■ Exercise brief ■
Gather each line in the entries that includes the string "lane".

■ Exercise data ■
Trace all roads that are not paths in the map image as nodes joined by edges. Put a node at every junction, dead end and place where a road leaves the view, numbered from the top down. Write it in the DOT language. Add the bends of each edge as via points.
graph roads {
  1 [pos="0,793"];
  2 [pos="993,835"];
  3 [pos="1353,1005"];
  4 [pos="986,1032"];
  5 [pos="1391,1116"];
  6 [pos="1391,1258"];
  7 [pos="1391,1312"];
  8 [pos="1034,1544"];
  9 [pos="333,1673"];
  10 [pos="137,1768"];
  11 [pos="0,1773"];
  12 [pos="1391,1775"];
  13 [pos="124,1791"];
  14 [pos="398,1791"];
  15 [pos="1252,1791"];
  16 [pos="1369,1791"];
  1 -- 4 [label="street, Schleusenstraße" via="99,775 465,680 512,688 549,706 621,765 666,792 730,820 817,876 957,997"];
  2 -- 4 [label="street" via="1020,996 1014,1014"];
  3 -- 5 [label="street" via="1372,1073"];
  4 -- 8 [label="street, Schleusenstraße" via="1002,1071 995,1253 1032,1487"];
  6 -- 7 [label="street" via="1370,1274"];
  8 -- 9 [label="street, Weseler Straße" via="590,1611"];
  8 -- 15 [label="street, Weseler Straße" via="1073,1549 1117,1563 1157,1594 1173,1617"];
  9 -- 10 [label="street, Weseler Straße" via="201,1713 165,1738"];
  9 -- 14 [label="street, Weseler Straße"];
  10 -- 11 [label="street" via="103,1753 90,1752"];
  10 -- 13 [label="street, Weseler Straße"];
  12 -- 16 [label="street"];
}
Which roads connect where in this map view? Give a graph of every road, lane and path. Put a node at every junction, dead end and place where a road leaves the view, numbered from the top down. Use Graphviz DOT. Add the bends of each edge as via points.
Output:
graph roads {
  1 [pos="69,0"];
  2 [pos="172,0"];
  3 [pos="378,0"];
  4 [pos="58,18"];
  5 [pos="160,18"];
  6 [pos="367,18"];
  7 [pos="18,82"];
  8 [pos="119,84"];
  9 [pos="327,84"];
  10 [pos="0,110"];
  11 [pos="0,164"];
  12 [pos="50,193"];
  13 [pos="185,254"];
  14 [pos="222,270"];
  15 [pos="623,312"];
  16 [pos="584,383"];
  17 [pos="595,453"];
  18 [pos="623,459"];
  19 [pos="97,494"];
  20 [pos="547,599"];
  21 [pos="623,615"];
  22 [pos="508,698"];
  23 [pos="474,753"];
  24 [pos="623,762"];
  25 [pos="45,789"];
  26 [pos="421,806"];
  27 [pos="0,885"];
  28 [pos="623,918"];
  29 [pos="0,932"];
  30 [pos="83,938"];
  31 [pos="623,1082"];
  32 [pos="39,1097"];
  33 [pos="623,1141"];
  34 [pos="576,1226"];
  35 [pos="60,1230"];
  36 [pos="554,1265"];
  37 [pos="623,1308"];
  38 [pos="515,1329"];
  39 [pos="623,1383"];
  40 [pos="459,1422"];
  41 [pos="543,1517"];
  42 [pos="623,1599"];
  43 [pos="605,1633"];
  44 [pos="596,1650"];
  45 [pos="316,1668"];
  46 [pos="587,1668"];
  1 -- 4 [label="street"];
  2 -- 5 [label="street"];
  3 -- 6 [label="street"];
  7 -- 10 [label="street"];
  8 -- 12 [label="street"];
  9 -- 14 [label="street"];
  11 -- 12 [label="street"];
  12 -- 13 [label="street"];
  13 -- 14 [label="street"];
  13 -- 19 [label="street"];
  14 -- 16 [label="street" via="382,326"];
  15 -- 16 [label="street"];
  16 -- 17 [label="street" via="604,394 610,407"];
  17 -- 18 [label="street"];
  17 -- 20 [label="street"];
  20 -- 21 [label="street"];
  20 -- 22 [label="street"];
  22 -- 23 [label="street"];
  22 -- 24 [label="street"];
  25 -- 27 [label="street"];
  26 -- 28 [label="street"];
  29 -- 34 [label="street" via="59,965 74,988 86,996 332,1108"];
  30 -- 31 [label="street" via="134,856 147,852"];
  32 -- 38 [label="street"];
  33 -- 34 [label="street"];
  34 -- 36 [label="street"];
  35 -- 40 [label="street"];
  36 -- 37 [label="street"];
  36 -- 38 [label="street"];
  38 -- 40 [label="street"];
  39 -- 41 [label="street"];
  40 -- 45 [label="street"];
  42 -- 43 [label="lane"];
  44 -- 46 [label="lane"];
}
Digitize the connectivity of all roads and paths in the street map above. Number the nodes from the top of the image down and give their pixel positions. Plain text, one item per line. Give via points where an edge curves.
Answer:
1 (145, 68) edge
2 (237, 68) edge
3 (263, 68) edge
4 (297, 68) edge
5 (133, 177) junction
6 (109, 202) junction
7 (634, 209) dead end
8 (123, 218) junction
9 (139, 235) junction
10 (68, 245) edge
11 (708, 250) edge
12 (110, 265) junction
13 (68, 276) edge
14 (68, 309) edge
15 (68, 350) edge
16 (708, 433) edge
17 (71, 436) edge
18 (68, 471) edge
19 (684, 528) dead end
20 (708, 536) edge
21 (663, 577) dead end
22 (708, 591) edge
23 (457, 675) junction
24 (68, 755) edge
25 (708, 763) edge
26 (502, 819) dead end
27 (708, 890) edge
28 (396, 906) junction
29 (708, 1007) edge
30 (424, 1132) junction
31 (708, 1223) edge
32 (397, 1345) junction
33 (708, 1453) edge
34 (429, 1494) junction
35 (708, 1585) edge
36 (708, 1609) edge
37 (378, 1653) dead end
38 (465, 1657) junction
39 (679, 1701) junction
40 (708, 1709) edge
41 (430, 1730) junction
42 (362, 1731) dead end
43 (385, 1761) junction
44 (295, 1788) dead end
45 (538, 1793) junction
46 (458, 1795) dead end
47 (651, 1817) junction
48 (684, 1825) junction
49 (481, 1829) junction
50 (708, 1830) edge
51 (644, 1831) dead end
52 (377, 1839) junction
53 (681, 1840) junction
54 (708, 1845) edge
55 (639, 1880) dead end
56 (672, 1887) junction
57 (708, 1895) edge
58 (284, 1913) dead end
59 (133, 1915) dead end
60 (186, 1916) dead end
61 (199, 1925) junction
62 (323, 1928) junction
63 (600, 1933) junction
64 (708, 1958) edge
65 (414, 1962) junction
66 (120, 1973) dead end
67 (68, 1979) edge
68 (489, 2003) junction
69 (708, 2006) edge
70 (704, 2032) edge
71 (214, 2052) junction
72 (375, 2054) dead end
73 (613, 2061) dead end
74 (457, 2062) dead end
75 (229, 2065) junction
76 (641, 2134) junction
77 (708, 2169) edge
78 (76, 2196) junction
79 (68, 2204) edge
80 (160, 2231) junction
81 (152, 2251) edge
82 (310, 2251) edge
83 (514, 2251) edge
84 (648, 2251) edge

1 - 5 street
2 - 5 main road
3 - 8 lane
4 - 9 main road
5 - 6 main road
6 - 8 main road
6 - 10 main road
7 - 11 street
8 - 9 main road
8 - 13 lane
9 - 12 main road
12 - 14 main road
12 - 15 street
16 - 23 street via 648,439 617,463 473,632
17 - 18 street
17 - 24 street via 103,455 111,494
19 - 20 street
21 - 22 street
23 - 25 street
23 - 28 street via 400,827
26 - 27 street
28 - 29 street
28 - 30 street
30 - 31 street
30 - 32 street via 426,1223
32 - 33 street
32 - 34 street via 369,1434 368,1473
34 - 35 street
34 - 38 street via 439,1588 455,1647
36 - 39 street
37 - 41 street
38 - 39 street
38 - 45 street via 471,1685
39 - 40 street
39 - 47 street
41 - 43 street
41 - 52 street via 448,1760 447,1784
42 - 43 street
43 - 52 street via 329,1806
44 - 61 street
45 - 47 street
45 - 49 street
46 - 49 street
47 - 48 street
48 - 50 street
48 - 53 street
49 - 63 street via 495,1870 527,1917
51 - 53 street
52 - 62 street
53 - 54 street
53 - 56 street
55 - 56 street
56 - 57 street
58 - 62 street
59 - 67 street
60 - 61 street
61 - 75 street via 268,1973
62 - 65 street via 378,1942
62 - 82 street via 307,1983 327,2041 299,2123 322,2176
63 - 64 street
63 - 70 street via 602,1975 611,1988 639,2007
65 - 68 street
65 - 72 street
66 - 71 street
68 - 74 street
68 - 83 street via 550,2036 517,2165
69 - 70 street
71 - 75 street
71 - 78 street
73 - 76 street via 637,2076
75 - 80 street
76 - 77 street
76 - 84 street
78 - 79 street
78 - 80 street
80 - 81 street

■ Answer for this exercise ■
Which roads connect where in this map view? Give a graph of every road, lane and path. Put a node at every junction, dead end and place where a road leaves the view, numbered from the top down. Use Graphviz DOT. Add the bends of each edge as via points.
  42 -- 43 [label="lane"];
  44 -- 46 [label="lane"];
3 - 8 lane
8 - 13 lane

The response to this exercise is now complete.